7. Near solidus forging low energy production of forged components

• Led by University of Warwick
• Technology developer location: Warwick, West Midlands (England)
• Industrial partners: W.H. Tildesley Ltd, Universidad De La Iglesia De Deusto, Hydrasun Ltd
• Industrial demonstration location: Willenhall, England
• Grant funding: £277,717.72

The University of Warwick looks to implement Near Solidus Forging (NSF), a novel manufacturing process for creating metallic components within traditional forging. The process uses ultra-high near melting temperatures which reduces the number of strikes required to make components. Conventional hot forging (HF) at 1000–1100 °C requires multiple intermediate steps, of deformation and reheat and several die cavities, to obtain the final geometry.
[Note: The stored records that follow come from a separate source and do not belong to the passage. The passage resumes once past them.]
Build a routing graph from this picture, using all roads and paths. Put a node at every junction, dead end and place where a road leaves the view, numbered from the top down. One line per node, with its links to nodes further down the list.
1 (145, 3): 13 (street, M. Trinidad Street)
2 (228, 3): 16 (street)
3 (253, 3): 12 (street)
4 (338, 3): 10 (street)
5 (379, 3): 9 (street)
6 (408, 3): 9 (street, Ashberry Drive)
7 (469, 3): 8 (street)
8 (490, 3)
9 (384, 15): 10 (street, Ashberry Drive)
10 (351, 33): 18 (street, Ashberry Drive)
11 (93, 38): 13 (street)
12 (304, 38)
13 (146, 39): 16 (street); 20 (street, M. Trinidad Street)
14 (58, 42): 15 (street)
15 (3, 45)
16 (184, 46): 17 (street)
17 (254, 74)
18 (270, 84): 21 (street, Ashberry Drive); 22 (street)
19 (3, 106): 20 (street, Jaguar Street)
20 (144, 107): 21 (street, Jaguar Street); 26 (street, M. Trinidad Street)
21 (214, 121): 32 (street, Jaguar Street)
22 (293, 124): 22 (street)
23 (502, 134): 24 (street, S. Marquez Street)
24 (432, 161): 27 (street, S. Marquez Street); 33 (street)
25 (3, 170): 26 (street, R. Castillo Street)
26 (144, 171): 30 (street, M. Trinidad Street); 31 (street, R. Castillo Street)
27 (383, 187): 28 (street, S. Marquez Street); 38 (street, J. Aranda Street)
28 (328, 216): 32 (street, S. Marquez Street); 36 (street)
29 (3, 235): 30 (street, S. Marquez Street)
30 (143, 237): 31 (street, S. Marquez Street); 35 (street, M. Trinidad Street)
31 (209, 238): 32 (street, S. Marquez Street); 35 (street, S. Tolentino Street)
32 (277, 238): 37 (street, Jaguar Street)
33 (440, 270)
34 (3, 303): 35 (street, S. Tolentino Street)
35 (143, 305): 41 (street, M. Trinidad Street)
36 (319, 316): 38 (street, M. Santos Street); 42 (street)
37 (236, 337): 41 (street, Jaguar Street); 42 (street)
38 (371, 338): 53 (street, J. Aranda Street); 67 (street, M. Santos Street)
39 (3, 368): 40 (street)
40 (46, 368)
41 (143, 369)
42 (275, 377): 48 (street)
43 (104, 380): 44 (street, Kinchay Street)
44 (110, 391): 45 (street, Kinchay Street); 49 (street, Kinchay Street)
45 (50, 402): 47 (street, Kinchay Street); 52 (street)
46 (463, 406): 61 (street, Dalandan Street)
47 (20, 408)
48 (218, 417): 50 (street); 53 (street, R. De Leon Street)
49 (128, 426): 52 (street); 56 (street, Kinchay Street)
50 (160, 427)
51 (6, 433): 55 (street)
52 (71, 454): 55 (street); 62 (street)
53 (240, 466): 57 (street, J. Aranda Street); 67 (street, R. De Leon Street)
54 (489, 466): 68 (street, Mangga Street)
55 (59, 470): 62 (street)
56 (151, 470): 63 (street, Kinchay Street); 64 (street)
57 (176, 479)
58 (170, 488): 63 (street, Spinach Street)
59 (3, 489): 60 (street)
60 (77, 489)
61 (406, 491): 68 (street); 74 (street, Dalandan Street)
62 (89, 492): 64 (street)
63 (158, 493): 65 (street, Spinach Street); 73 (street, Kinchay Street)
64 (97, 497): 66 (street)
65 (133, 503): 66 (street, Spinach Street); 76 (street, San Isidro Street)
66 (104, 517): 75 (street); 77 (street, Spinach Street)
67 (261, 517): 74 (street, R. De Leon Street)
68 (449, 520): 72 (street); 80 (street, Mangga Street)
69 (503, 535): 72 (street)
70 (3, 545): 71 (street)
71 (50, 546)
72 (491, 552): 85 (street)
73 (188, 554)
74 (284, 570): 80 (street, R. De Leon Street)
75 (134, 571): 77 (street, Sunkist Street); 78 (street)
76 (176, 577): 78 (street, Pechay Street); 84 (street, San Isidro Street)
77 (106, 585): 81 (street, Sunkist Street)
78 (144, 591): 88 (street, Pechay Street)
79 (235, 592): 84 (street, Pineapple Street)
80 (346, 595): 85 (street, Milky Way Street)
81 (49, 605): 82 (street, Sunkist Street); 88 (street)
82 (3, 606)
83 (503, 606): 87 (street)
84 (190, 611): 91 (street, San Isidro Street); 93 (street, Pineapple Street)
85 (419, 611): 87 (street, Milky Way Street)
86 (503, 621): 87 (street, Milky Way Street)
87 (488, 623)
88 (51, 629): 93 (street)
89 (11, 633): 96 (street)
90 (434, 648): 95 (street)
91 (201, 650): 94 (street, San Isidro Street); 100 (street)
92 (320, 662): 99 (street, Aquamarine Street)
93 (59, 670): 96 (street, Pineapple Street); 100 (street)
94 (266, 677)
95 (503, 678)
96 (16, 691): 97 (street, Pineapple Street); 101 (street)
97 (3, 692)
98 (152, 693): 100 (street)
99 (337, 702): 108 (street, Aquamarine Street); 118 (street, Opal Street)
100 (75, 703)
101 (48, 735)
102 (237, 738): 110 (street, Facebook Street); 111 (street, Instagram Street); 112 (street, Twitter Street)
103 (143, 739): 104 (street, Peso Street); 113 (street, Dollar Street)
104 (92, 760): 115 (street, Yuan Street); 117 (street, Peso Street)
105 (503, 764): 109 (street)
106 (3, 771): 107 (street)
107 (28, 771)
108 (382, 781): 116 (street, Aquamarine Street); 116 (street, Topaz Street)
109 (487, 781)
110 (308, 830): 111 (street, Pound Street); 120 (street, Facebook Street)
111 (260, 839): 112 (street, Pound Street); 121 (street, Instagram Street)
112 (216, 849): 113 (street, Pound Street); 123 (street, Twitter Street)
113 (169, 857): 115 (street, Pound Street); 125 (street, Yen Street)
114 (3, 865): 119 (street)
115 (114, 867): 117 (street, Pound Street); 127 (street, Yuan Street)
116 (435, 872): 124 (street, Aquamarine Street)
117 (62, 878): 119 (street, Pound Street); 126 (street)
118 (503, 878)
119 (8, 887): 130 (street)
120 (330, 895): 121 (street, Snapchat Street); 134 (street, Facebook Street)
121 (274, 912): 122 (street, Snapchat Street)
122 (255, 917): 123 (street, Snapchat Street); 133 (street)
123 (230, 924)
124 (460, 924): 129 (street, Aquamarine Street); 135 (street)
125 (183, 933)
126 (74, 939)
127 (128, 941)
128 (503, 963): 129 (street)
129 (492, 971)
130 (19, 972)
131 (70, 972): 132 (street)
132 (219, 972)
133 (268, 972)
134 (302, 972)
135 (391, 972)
This is energy intensive and requires significant additional material above the finished product weight (typically 50-100%). NSF processing at near solidus temperatures (just below the temperature where the material becomes liquid) enables the shape change to take place where the material’s mechanical strength is significantly reduced and exhibits superior formability in just a single deformation.

Through the production of a near net shape forged product, NSF processing can save 40% in raw materials and minimise the energy and CO2 footprint of the process, enabling a significant step towards net carbon zero status for the forging industry. The process also allows new high performing parts to be produced by manipulating the deformation of the metal it can introduce dynamic recrystallisation and influence the final mechanical properties of the finished forged part. This can provide significant benefits in component mechanical properties after forging, in comparison to HF. The project will also look to replace gas furnaces with more efficient electric induction furnace technology which will reduce energy consumption further. The proposed demonstrator site (W.H. Tildesley) will act as a reference site for UK metal formers and forgers to visit as part of the UK dissemination and rollout.